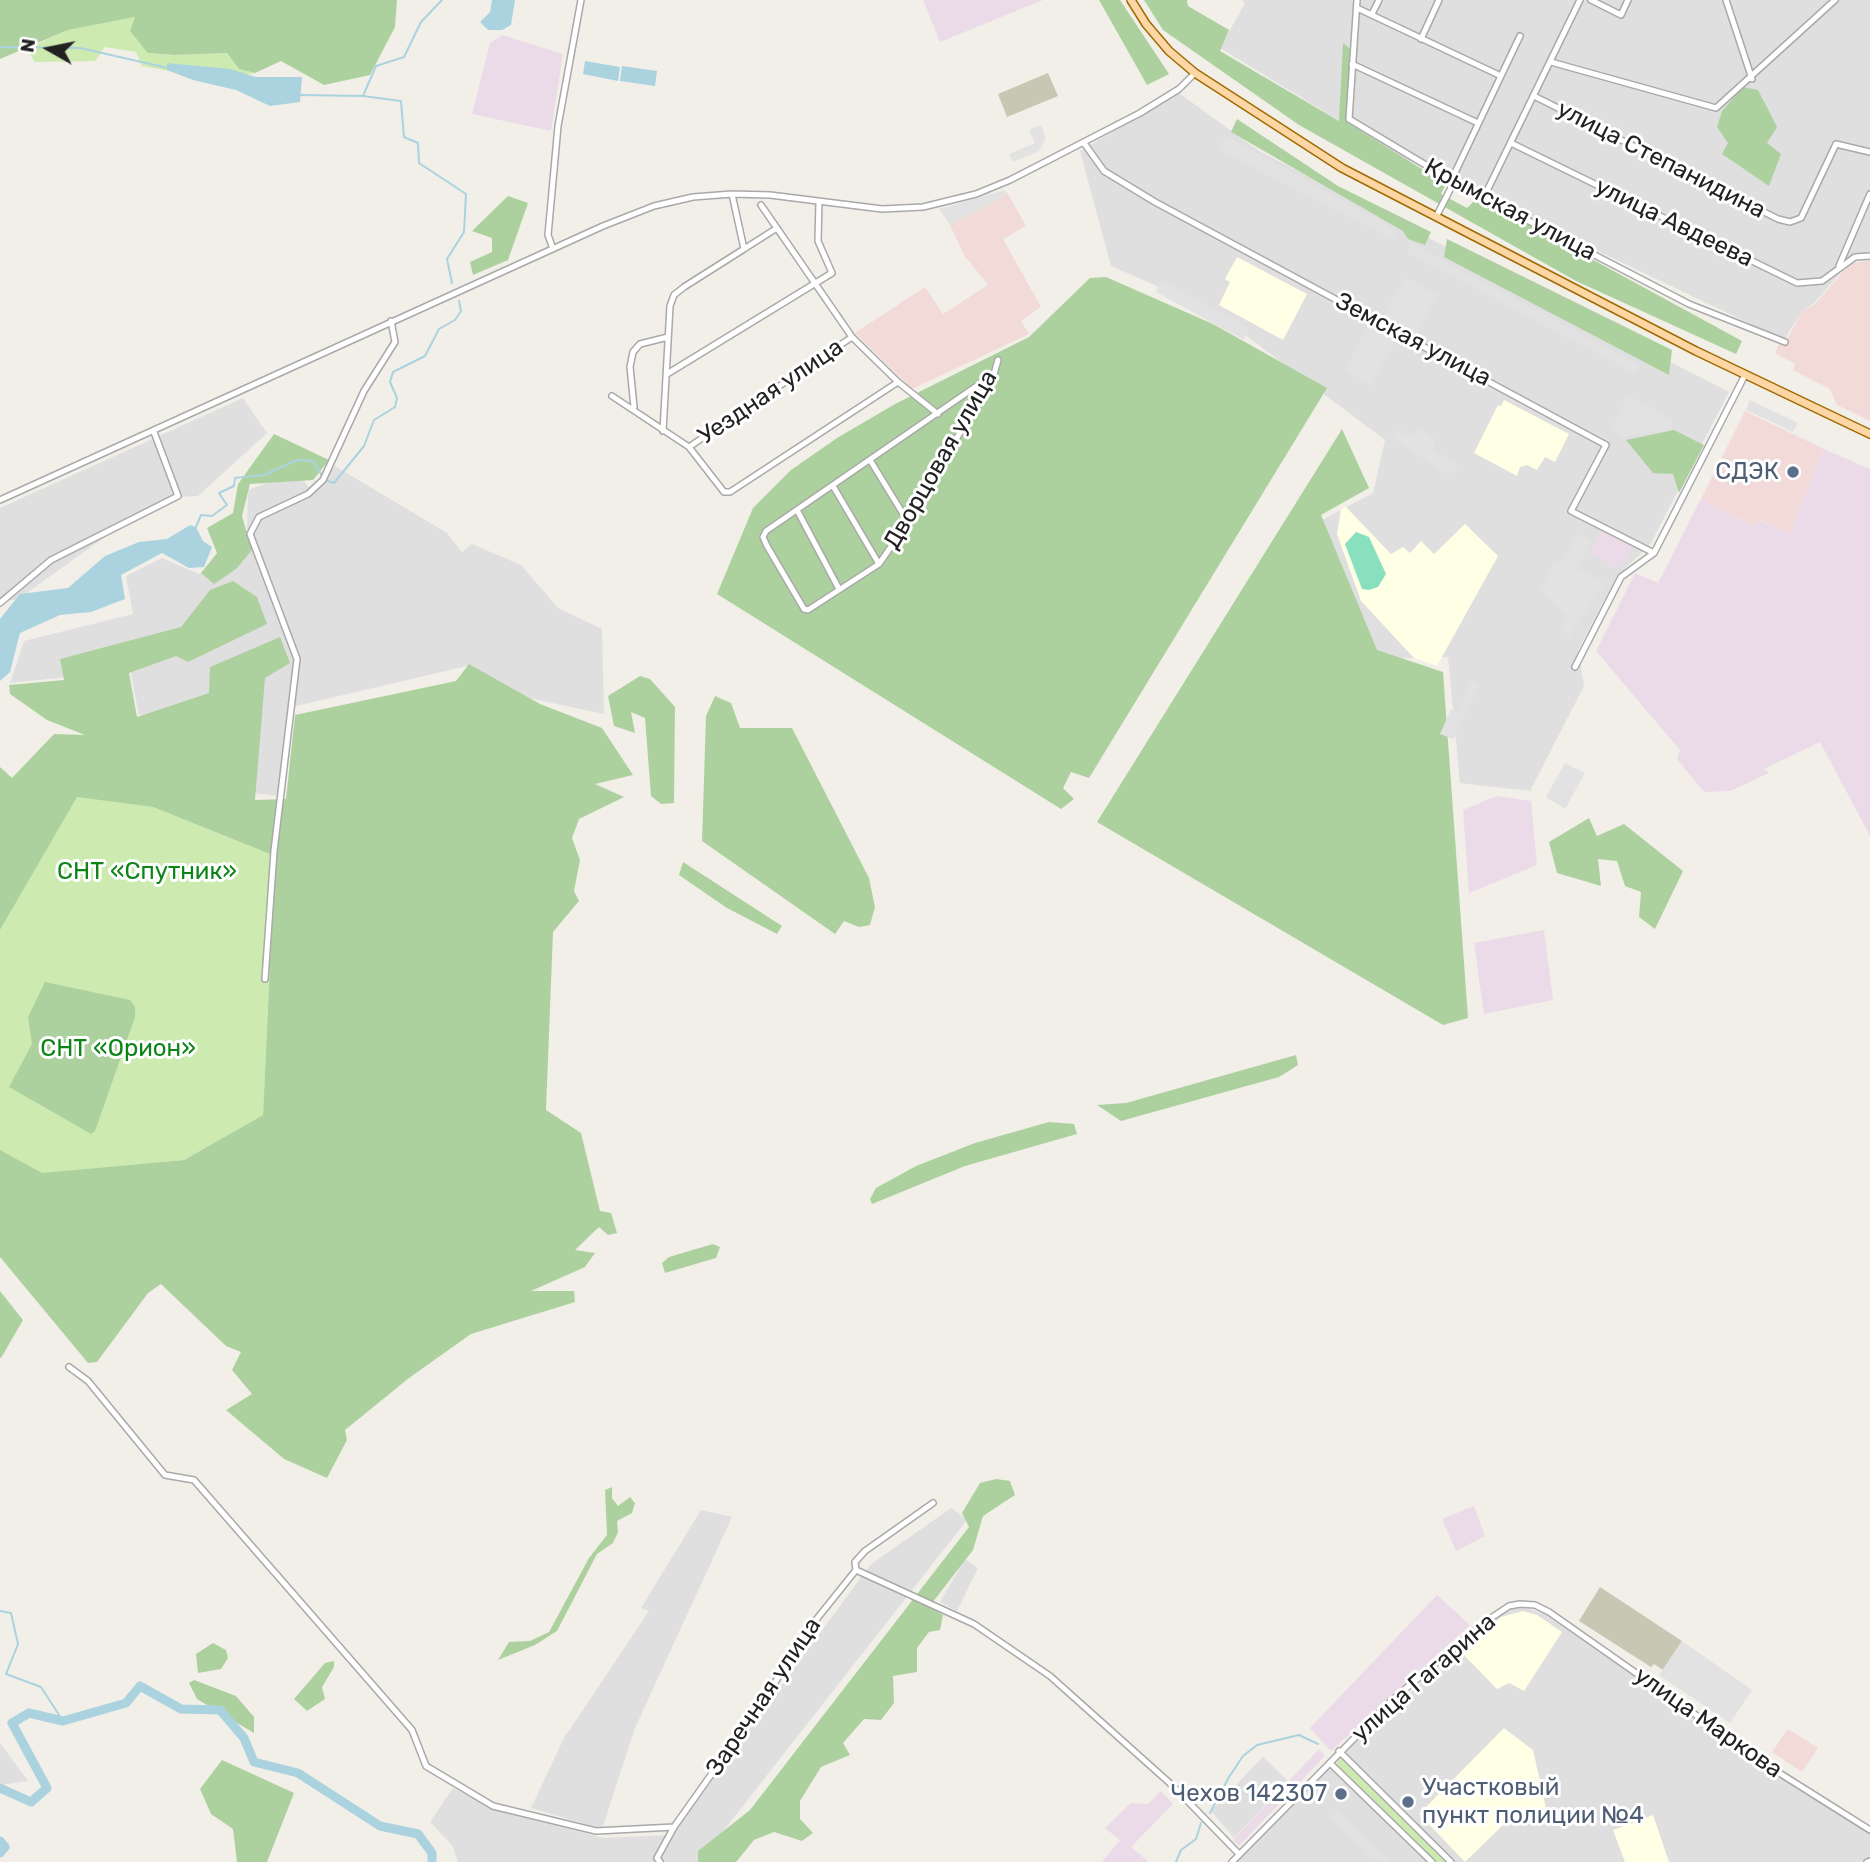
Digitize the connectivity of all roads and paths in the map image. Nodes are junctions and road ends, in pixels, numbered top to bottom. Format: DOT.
graph roads {
  1 [pos="581,0"];
  2 [pos="1131,0"];
  3 [pos="1357,0"];
  4 [pos="1379,0"];
  5 [pos="1439,0"];
  6 [pos="1580,0"];
  7 [pos="1591,0"];
  8 [pos="1628,0"];
  9 [pos="1726,0"];
  10 [pos="1836,0"];
  11 [pos="1357,8"];
  12 [pos="1372,14"];
  13 [pos="1520,36"];
  14 [pos="1420,38"];
  15 [pos="1551,62"];
  16 [pos="1352,64"];
  17 [pos="1195,73"];
  18 [pos="1502,76"];
  19 [pos="1752,79"];
  20 [pos="1534,96"];
  21 [pos="1478,123"];
  22 [pos="1084,143"];
  23 [pos="1511,143"];
  24 [pos="1870,152"];
  25 [pos="1452,182"];
  26 [pos="732,194"];
  27 [pos="1870,194"];
  28 [pos="1484,197"];
  29 [pos="819,201"];
  30 [pos="761,205"];
  31 [pos="1436,217"];
  32 [pos="777,228"];
  33 [pos="553,249"];
  34 [pos="744,249"];
  35 [pos="1870,257"];
  36 [pos="1838,269"];
  37 [pos="815,283"];
  38 [pos="391,321"];
  39 [pos="668,337"];
  40 [pos="852,337"];
  41 [pos="1785,342"];
  42 [pos="999,360"];
  43 [pos="667,374"];
  44 [pos="994,374"];
  45 [pos="1745,375"];
  46 [pos="898,382"];
  47 [pos="612,396"];
  48 [pos="634,407"];
  49 [pos="938,414"];
  50 [pos="663,431"];
  51 [pos="154,432"];
  52 [pos="1870,434"];
  53 [pos="689,447"];
  54 [pos="870,460"];
  55 [pos="833,485"];
  56 [pos="0,500"];
  57 [pos="797,510"];
  58 [pos="908,522"];
  59 [pos="1654,553"];
  60 [pos="879,564"];
  61 [pos="839,589"];
  62 [pos="0,603"];
  63 [pos="1575,667"];
  64 [pos="265,979"];
  65 [pos="69,1367"];
  66 [pos="933,1503"];
  67 [pos="856,1570"];
  68 [pos="1549,1612"];
  69 [pos="1339,1751"];
  70 [pos="1330,1763"];
  71 [pos="674,1827"];
  72 [pos="1870,1830"];
  73 [pos="1239,1854"];
  74 [pos="660,1862"];
  75 [pos="1232,1862"];
  76 [pos="1432,1862"];
  77 [pos="1451,1862"];
  1 -- 33 [label="street"];
  2 -- 17 [label="main road"];
  3 -- 11 [label="street, Крымская улица"];
  4 -- 12 [label="street"];
  5 -- 14 [label="street"];
  6 -- 15 [label="street"];
  7 -- 8 [label="street"];
  9 -- 19 [label="street"];
  10 -- 19 [label="street"];
  11 -- 12 [label="street"];
  11 -- 16 [label="street, Крымская улица"];
  12 -- 14 [label="street"];
  13 -- 18 [label="street"];
  14 -- 18 [label="street"];
  15 -- 19 [label="street"];
  15 -- 20 [label="street"];
  16 -- 21 [label="street"];
  16 -- 25 [label="street, Крымская улица"];
  17 -- 22 [label="street"];
  17 -- 31 [label="main road"];
  18 -- 21 [label="street"];
  20 -- 23 [label="street"];
  20 -- 24 [label="street, улица Степанидина"];
  21 -- 25 [label="street"];
  22 -- 29 [label="street"];
  22 -- 59 [label="street, Земская улица"];
  23 -- 28 [label="street"];
  23 -- 36 [label="street, улица Авдеева"];
  25 -- 28 [label="street, Крымская улица"];
  25 -- 31 [label="street"];
  26 -- 29 [label="street"];
  26 -- 33 [label="street"];
  26 -- 34 [label="street"];
  27 -- 36 [label="street"];
  28 -- 41 [label="street, Крымская улица"];
  29 -- 37 [label="street"];
  30 -- 32 [label="street, Уездная улица"];
  31 -- 45 [label="main road"];
  32 -- 34 [label="street"];
  32 -- 37 [label="street, Уездная улица"];
  33 -- 38 [label="street"];
  34 -- 39 [label="street"];
  35 -- 36 [label="street, улица Авдеева"];
  37 -- 40 [label="street, Уездная улица"];
  37 -- 43 [label="street"];
  38 -- 51 [label="street"];
  38 -- 64 [label="street"];
  39 -- 43 [label="street"];
  39 -- 48 [label="street"];
  40 -- 46 [label="street, Уездная улица"];
  40 -- 53 [label="street, Уездная улица"];
  42 -- 44 [label="street, Дворцовая улица"];
  43 -- 50 [label="street"];
  44 -- 49 [label="street"];
  44 -- 58 [label="street, Дворцовая улица"];
  45 -- 52 [label="main road"];
  45 -- 59 [label="street"];
  46 -- 49 [label="street, Уездная улица"];
  46 -- 53 [label="street"];
  47 -- 48 [label="street"];
  48 -- 50 [label="street"];
  49 -- 54 [label="street"];
  50 -- 53 [label="street"];
  51 -- 56 [label="street"];
  51 -- 62 [label="street"];
  54 -- 55 [label="street"];
  54 -- 58 [label="street"];
  55 -- 57 [label="street"];
  55 -- 60 [label="street"];
  57 -- 61 [label="street"];
  57 -- 61 [label="street, Дворцовая улица"];
  58 -- 60 [label="street, Дворцовая улица"];
  59 -- 63 [label="street"];
  60 -- 61 [label="street, Дворцовая улица"];
  65 -- 71 [label="street"];
  66 -- 67 [label="street, Заречная улица"];
  67 -- 71 [label="street, Заречная улица"];
  67 -- 73 [label="street"];
  68 -- 69 [label="street, улица Гагарина"];
  68 -- 72 [label="street, улица Маркова"];
  69 -- 70 [label="street, улица Гагарина"];
  69 -- 77 [label="street, улица Гагарина"];
  70 -- 73 [label="street, улица Гагарина"];
  70 -- 76 [label="street, улица Гагарина"];
  71 -- 74 [label="street, Заречная улица"];
  73 -- 75 [label="street, улица Гагарина"];
}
·····
■ **Required work**:
The preceding listing must be repeated exactly, with all images dropped.

■ **Response to the exercise**:
Digitize the connectivity of all roads and paths in the map image. Nodes are junctions and road ends, in pixels, numbered top to bottom. Format: DOT.
graph roads {
  1 [pos="581,0"];
  2 [pos="1131,0"];
  3 [pos="1357,0"];
  4 [pos="1379,0"];
  5 [pos="1439,0"];
  6 [pos="1580,0"];
  7 [pos="1591,0"];
  8 [pos="1628,0"];
  9 [pos="1726,0"];
  10 [pos="1836,0"];
  11 [pos="1357,8"];
  12 [pos="1372,14"];
  13 [pos="1520,36"];
  14 [pos="1420,38"];
  15 [pos="1551,62"];
  16 [pos="1352,64"];
  17 [pos="1195,73"];
  18 [pos="1502,76"];
  19 [pos="1752,79"];
  20 [pos="1534,96"];
  21 [pos="1478,123"];
  22 [pos="1084,143"];
  23 [pos="1511,143"];
  24 [pos="1870,152"];
  25 [pos="1452,182"];
  26 [pos="732,194"];
  27 [pos="1870,194"];
  28 [pos="1484,197"];
  29 [pos="819,201"];
  30 [pos="761,205"];
  31 [pos="1436,217"];
  32 [pos="777,228"];
  33 [pos="553,249"];
  34 [pos="744,249"];
  35 [pos="1870,257"];
  36 [pos="1838,269"];
  37 [pos="815,283"];
  38 [pos="391,321"];
  39 [pos="668,337"];
  40 [pos="852,337"];
  41 [pos="1785,342"];
  42 [pos="999,360"];
  43 [pos="667,374"];
  44 [pos="994,374"];
  45 [pos="1745,375"];
  46 [pos="898,382"];
  47 [pos="612,396"];
  48 [pos="634,407"];
  49 [pos="938,414"];
  50 [pos="663,431"];
  51 [pos="154,432"];
  52 [pos="1870,434"];
  53 [pos="689,447"];
  54 [pos="870,460"];
  55 [pos="833,485"];
  56 [pos="0,500"];
  57 [pos="797,510"];
  58 [pos="908,522"];
  59 [pos="1654,553"];
  60 [pos="879,564"];
  61 [pos="839,589"];
  62 [pos="0,603"];
  63 [pos="1575,667"];
  64 [pos="265,979"];
  65 [pos="69,1367"];
  66 [pos="933,1503"];
  67 [pos="856,1570"];
  68 [pos="1549,1612"];
  69 [pos="1339,1751"];
  70 [pos="1330,1763"];
  71 [pos="674,1827"];
  72 [pos="1870,1830"];
  73 [pos="1239,1854"];
  74 [pos="660,1862"];
  75 [pos="1232,1862"];
  76 [pos="1432,1862"];
  77 [pos="1451,1862"];
  1 -- 33 [label="street"];
  2 -- 17 [label="main road"];
  3 -- 11 [label="street, Крымская улица"];
  4 -- 12 [label="street"];
  5 -- 14 [label="street"];
  6 -- 15 [label="street"];
  7 -- 8 [label="street"];
  9 -- 19 [label="street"];
  10 -- 19 [label="street"];
  11 -- 12 [label="street"];
  11 -- 16 [label="street, Крымская улица"];
  12 -- 14 [label="street"];
  13 -- 18 [label="street"];
  14 -- 18 [label="street"];
  15 -- 19 [label="street"];
  15 -- 20 [label="street"];
  16 -- 21 [label="street"];
  16 -- 25 [label="street, Крымская улица"];
  17 -- 22 [label="street"];
  17 -- 31 [label="main road"];
  18 -- 21 [label="street"];
  20 -- 23 [label="street"];
  20 -- 24 [label="street, улица Степанидина"];
  21 -- 25 [label="street"];
  22 -- 29 [label="street"];
  22 -- 59 [label="street, Земская улица"];
  23 -- 28 [label="street"];
  23 -- 36 [label="street, улица Авдеева"];
  25 -- 28 [label="street, Крымская улица"];
  25 -- 31 [label="street"];
  26 -- 29 [label="street"];
  26 -- 33 [label="street"];
  26 -- 34 [label="street"];
  27 -- 36 [label="street"];
  28 -- 41 [label="street, Крымская улица"];
  29 -- 37 [label="street"];
  30 -- 32 [label="street, Уездная улица"];
  31 -- 45 [label="main road"];
  32 -- 34 [label="street"];
  32 -- 37 [label="street, Уездная улица"];
  33 -- 38 [label="street"];
  34 -- 39 [label="street"];
  35 -- 36 [label="street, улица Авдеева"];
  37 -- 40 [label="street, Уездная улица"];
  37 -- 43 [label="street"];
  38 -- 51 [label="street"];
  38 -- 64 [label="street"];
  39 -- 43 [label="street"];
  39 -- 48 [label="street"];
  40 -- 46 [label="street, Уездная улица"];
  40 -- 53 [label="street, Уездная улица"];
  42 -- 44 [label="street, Дворцовая улица"];
  43 -- 50 [label="street"];
  44 -- 49 [label="street"];
  44 -- 58 [label="street, Дворцовая улица"];
  45 -- 52 [label="main road"];
  45 -- 59 [label="street"];
  46 -- 49 [label="street, Уездная улица"];
  46 -- 53 [label="street"];
  47 -- 48 [label="street"];
  48 -- 50 [label="street"];
  49 -- 54 [label="street"];
  50 -- 53 [label="street"];
  51 -- 56 [label="street"];
  51 -- 62 [label="street"];
  54 -- 55 [label="street"];
  54 -- 58 [label="street"];
  55 -- 57 [label="street"];
  55 -- 60 [label="street"];
  57 -- 61 [label="street"];
  57 -- 61 [label="street, Дворцовая улица"];
  58 -- 60 [label="street, Дворцовая улица"];
  59 -- 63 [label="street"];
  60 -- 61 [label="street, Дворцовая улица"];
  65 -- 71 [label="street"];
  66 -- 67 [label="street, Заречная улица"];
  67 -- 71 [label="street, Заречная улица"];
  67 -- 73 [label="street"];
  68 -- 69 [label="street, улица Гагарина"];
  68 -- 72 [label="street, улица Маркова"];
  69 -- 70 [label="street, улица Гагарина"];
  69 -- 77 [label="street, улица Гагарина"];
  70 -- 73 [label="street, улица Гагарина"];
  70 -- 76 [label="street, улица Гагарина"];
  71 -- 74 [label="street, Заречная улица"];
  73 -- 75 [label="street, улица Гагарина"];
}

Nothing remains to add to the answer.